Saved data entries:
# # # # #

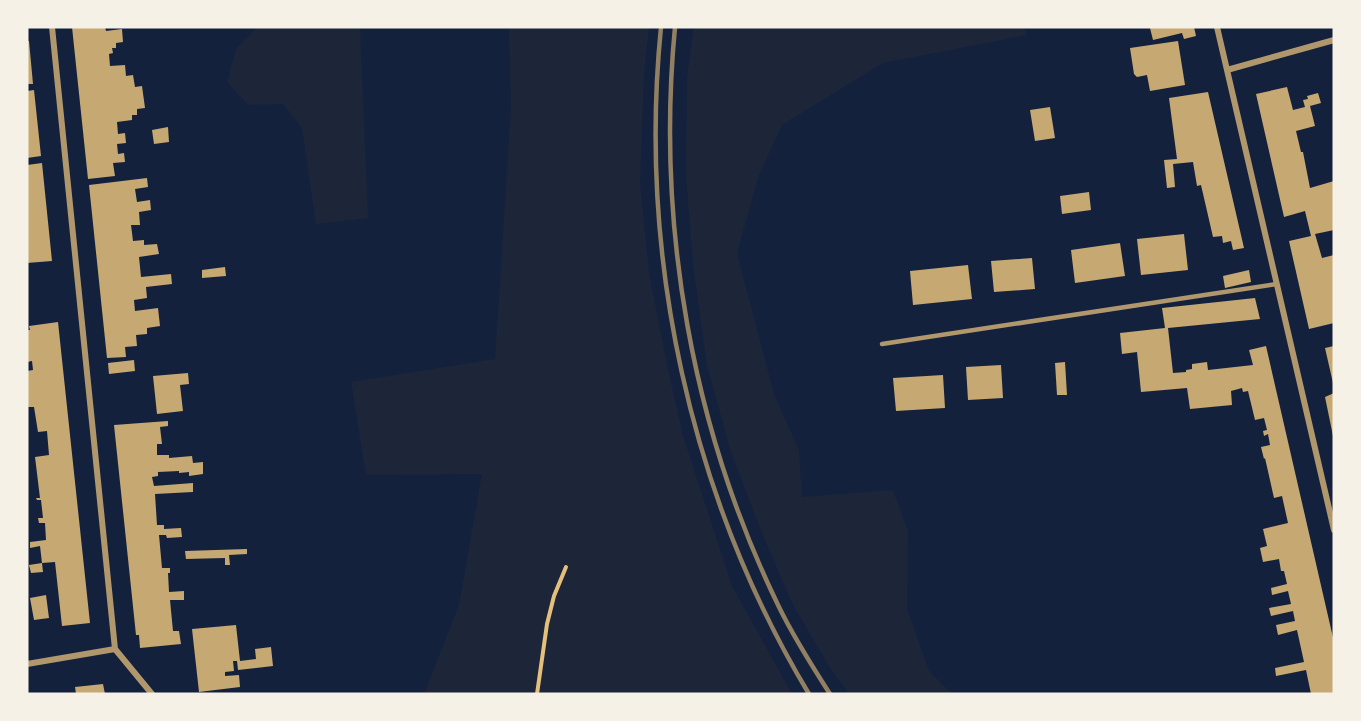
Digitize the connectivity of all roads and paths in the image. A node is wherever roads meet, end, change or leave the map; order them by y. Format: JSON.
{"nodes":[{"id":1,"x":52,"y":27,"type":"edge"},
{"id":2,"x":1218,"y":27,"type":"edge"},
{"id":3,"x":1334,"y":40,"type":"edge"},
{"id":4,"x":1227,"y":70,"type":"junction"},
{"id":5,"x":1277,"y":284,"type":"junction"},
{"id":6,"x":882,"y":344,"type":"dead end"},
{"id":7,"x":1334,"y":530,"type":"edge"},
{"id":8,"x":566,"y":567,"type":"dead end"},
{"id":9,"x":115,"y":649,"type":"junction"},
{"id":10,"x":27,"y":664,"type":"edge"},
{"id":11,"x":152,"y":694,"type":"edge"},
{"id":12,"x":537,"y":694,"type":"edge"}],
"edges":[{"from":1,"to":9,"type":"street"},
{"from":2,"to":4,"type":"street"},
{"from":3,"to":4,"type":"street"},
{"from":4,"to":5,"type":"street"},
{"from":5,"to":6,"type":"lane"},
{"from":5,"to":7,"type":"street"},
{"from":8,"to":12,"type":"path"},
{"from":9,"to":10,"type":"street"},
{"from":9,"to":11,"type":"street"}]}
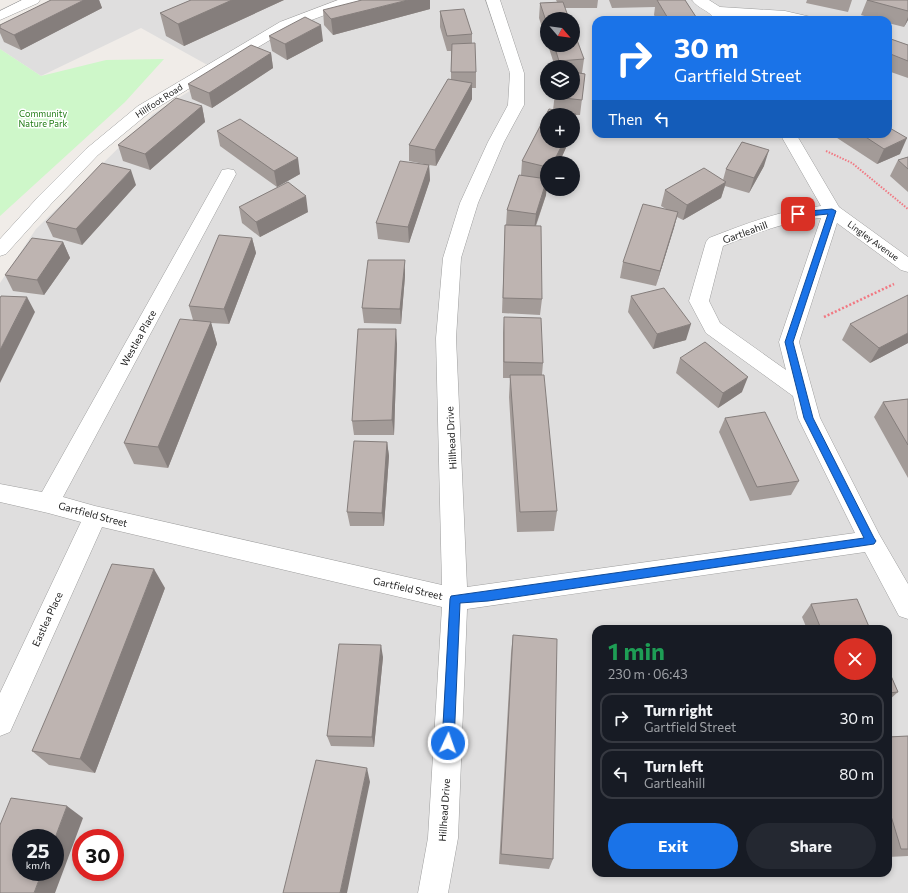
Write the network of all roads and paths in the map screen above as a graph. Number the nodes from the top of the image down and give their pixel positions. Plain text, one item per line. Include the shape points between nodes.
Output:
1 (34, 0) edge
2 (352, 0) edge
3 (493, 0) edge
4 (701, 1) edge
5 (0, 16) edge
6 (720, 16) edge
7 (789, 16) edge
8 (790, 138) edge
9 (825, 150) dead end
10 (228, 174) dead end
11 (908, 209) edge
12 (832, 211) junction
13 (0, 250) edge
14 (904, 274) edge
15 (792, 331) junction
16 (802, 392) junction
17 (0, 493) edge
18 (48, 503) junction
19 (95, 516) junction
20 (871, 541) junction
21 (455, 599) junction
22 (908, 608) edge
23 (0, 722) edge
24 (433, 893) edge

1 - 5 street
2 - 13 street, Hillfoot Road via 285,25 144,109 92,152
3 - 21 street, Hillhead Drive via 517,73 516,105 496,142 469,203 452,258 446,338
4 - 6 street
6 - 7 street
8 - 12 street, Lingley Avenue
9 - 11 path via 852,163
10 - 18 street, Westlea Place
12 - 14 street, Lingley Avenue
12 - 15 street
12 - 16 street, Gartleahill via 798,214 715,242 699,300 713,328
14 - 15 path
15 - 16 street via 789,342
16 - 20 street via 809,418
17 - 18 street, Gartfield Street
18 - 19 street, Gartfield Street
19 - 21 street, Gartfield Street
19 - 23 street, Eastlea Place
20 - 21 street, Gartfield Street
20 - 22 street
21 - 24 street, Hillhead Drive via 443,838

# # # # #

WHAT YOU ARE ASKED TO DO: For this exercise, copy each line of the data above exactly, from the first through the line containing "Write the network", and drop the pictures.

EXERCISE ANSWER:
Digitize the connectivity of all roads and paths in the image. A node is wherever roads meet, end, change or leave the map; order them by y. Format: JSON.
{"nodes":[{"id":1,"x":52,"y":27,"type":"edge"},
{"id":2,"x":1218,"y":27,"type":"edge"},
{"id":3,"x":1334,"y":40,"type":"edge"},
{"id":4,"x":1227,"y":70,"type":"junction"},
{"id":5,"x":1277,"y":284,"type":"junction"},
{"id":6,"x":882,"y":344,"type":"dead end"},
{"id":7,"x":1334,"y":530,"type":"edge"},
{"id":8,"x":566,"y":567,"type":"dead end"},
{"id":9,"x":115,"y":649,"type":"junction"},
{"id":10,"x":27,"y":664,"type":"edge"},
{"id":11,"x":152,"y":694,"type":"edge"},
{"id":12,"x":537,"y":694,"type":"edge"}],
"edges":[{"from":1,"to":9,"type":"street"},
{"from":2,"to":4,"type":"street"},
{"from":3,"to":4,"type":"street"},
{"from":4,"to":5,"type":"street"},
{"from":5,"to":6,"type":"lane"},
{"from":5,"to":7,"type":"street"},
{"from":8,"to":12,"type":"path"},
{"from":9,"to":10,"type":"street"},
{"from":9,"to":11,"type":"street"}]}
Write the network of all roads and paths in the map screen above as a graph. Number the nodes from the top of the image down and give their pixel positions. Plain text, one item per line. Include the shape points between nodes.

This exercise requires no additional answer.